Thursday, March 11th, 2010

By Mike Jones

NZD/USD has drawn support from both home and abroad to reach a 5-week high of nearly 0.7100. In fact, the NZD has been the strongest performing currency over the past 24 hours.

Yesterday’s 5.7% increase in the Q4 terms of trade was the strongest since 1976. While clearly positive, this needs to be put in the context of a more than 15% cumulative fall over the preceding six quarters as the global financial crisis hit. Still, the data was very much consistent with the ongoing economic recovery we expect in NZ, and helped NZD/USD start the night of a firm footing.

Overnight, improving confidence about the global backdrop saw the NZD extend its gains.

Not only did Chinese trade data show Chinese exports going from strength to strength (rising 45.7%y/y in February), but comments from former EU Commission President Prodi reinforced expectations the Greek crisis is past the worst.

Reflecting the positive sentiment, the S&P500 posted its 5th consecutive gain and European equities also enjoyed modest gains.

As a result, investors shunned the ‘safe-haven’ appeal of the USD and JPY in favour of higher yielding currencies like AUD and NZD. NZD/USD was pitched from 0.7060 to nearly 0.7100, before a sharp slide in gold prices knocked NZD/USD from its highs.

We’re bracing for a wild ride in the NZD today. Undoubtedly, the main event will be the RBNZ’s Monetary Policy Statement at 9am. But the excitement doesn’t stop there, with Australian employment at 1:30pm and the February Chinese data ‘dump’ at 3:00pm (including retail sales, CPI, PPIs, and industrial production).

We expect the RBNZ will stay “on message”, affirming its mid-year focal point for starting to increase its OCR. While recent local data, and international events, argue for more of a delay, forward-looking indicators, and the May Budget, suggest there will be enough momentum to keep the Bank on its previously stated course.

We retain our long-held view of a first hike, in June, of 25bps. However, we’re mindful of the risk the bank delays tightening until July, or even September. Given market pricing is centred on a June 25bps hike, any such dovish undertones would provide clear headwinds for NZD/USD, and more so NZD/AUD. Near-term support for NZD/USD is seen towards 0.6950, and 0.7630 on NZD/AUD.

Majors
Similar themes prevailed in currency markets overnight. Commodity-related currencies extended their recent gains, while ‘safe-haven’ currencies like USD and JPY were sold across the board. Meanwhile, GBP continues to flounder.

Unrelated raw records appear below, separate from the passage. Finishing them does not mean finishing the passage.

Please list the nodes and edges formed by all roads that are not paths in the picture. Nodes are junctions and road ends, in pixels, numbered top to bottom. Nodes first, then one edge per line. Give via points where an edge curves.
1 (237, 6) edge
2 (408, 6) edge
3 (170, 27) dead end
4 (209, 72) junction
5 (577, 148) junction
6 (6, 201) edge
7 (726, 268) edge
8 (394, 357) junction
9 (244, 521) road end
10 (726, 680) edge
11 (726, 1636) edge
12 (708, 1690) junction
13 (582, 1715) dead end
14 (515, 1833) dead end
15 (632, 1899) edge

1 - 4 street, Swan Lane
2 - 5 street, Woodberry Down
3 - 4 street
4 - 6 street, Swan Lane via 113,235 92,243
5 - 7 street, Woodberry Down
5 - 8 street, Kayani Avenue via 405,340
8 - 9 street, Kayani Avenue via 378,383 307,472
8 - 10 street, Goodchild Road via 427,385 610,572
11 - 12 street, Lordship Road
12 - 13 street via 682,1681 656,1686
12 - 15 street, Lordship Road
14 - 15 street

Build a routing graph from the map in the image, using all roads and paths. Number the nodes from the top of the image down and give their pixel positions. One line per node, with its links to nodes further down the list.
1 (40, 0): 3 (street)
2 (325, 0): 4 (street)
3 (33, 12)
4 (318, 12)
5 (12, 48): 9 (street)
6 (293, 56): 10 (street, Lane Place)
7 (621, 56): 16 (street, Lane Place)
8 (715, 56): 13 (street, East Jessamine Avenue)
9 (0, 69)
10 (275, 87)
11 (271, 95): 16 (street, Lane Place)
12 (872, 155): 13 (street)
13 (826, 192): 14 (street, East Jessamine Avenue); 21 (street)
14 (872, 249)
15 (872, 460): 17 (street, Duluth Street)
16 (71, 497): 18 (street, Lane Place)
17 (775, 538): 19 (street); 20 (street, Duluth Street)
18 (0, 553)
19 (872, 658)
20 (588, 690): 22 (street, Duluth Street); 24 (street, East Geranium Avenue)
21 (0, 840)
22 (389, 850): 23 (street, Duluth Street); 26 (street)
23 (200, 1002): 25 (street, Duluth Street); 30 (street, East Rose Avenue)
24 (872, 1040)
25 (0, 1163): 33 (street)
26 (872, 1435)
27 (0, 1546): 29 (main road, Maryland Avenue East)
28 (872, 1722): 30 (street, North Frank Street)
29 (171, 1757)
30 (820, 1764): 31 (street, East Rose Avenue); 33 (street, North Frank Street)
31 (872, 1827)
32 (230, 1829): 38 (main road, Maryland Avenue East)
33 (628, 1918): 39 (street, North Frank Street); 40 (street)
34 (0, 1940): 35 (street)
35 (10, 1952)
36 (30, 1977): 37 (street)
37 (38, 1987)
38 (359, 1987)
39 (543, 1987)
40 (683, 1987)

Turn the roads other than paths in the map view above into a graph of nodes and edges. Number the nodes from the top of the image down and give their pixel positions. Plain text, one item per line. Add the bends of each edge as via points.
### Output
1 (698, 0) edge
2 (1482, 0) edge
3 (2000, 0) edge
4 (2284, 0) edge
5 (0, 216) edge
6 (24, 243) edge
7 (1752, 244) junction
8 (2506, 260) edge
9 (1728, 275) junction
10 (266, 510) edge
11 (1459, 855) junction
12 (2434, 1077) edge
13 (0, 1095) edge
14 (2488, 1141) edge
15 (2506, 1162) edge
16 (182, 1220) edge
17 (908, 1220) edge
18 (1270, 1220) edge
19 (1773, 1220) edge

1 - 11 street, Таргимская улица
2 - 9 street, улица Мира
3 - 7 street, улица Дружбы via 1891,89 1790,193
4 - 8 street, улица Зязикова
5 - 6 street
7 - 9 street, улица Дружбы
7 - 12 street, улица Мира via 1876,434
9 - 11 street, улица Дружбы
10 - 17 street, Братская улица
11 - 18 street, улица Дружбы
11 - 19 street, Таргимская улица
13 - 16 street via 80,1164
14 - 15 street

Risk appetite was bolstered by further evidence the Chinese economy is going from strength to strength. Yesterday’s February trade balance dipped by less than expected, underpinned by a whopping 45.7%y/y gain in Chinese exports (38.3% expected). This only reinforces the case for stronger Yuan, something we expect from around mid-year.

Increased confidence about the global outlook was backed up by modest gains in global stocks. The S&P500 is currently up around 0.5% ¬– the 5th consecutive daily increase. European bourses posted gains of 0.7-1.0%. While US wholesale inventories data was a touch weaker than expected (falling 0.2%m/m in January compared to +0.2% expected), further signs of recovery in M&A activity spurred optimism about the US outlook. Talk from former European Commission President Prodi that Greece’s problems are “completely over” and contagion to the rest of Europe is unlikely also underpinned appetite for risk last night.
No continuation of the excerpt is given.